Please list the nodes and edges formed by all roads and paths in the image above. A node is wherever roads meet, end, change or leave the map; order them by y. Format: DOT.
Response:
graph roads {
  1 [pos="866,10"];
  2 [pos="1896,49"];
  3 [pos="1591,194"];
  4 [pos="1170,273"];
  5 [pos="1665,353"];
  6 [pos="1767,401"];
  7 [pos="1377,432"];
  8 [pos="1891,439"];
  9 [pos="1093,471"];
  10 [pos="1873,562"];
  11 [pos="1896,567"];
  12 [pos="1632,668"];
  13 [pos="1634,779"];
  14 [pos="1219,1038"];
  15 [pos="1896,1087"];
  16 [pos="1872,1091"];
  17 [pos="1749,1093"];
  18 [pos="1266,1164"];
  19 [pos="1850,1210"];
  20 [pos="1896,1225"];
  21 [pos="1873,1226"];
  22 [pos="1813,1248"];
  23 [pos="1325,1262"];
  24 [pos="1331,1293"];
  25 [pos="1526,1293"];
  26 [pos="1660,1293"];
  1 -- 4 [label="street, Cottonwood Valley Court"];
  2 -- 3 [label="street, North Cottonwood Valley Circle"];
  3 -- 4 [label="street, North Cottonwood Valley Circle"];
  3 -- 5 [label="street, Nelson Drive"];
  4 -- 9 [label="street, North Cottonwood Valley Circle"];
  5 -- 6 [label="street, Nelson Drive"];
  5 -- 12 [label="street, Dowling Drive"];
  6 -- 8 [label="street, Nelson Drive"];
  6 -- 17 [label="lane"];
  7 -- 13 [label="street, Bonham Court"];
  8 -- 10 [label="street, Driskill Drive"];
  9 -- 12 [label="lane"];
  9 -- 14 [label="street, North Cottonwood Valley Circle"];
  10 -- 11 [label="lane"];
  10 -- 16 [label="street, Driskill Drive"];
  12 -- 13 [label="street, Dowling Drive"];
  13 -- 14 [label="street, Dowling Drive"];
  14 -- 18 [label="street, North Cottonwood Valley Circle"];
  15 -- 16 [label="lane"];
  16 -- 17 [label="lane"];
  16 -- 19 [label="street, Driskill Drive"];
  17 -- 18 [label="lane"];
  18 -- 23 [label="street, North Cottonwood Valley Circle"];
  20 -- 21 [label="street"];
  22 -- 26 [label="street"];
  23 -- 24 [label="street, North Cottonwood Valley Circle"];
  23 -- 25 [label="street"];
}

____________

◆ Required work: Once you have found every line above holding the word "Nelson", copy those lines.

◆ Result for this task:
  3 -- 5 [label="street, Nelson Drive"];
  5 -- 6 [label="street, Nelson Drive"];
  6 -- 8 [label="street, Nelson Drive"];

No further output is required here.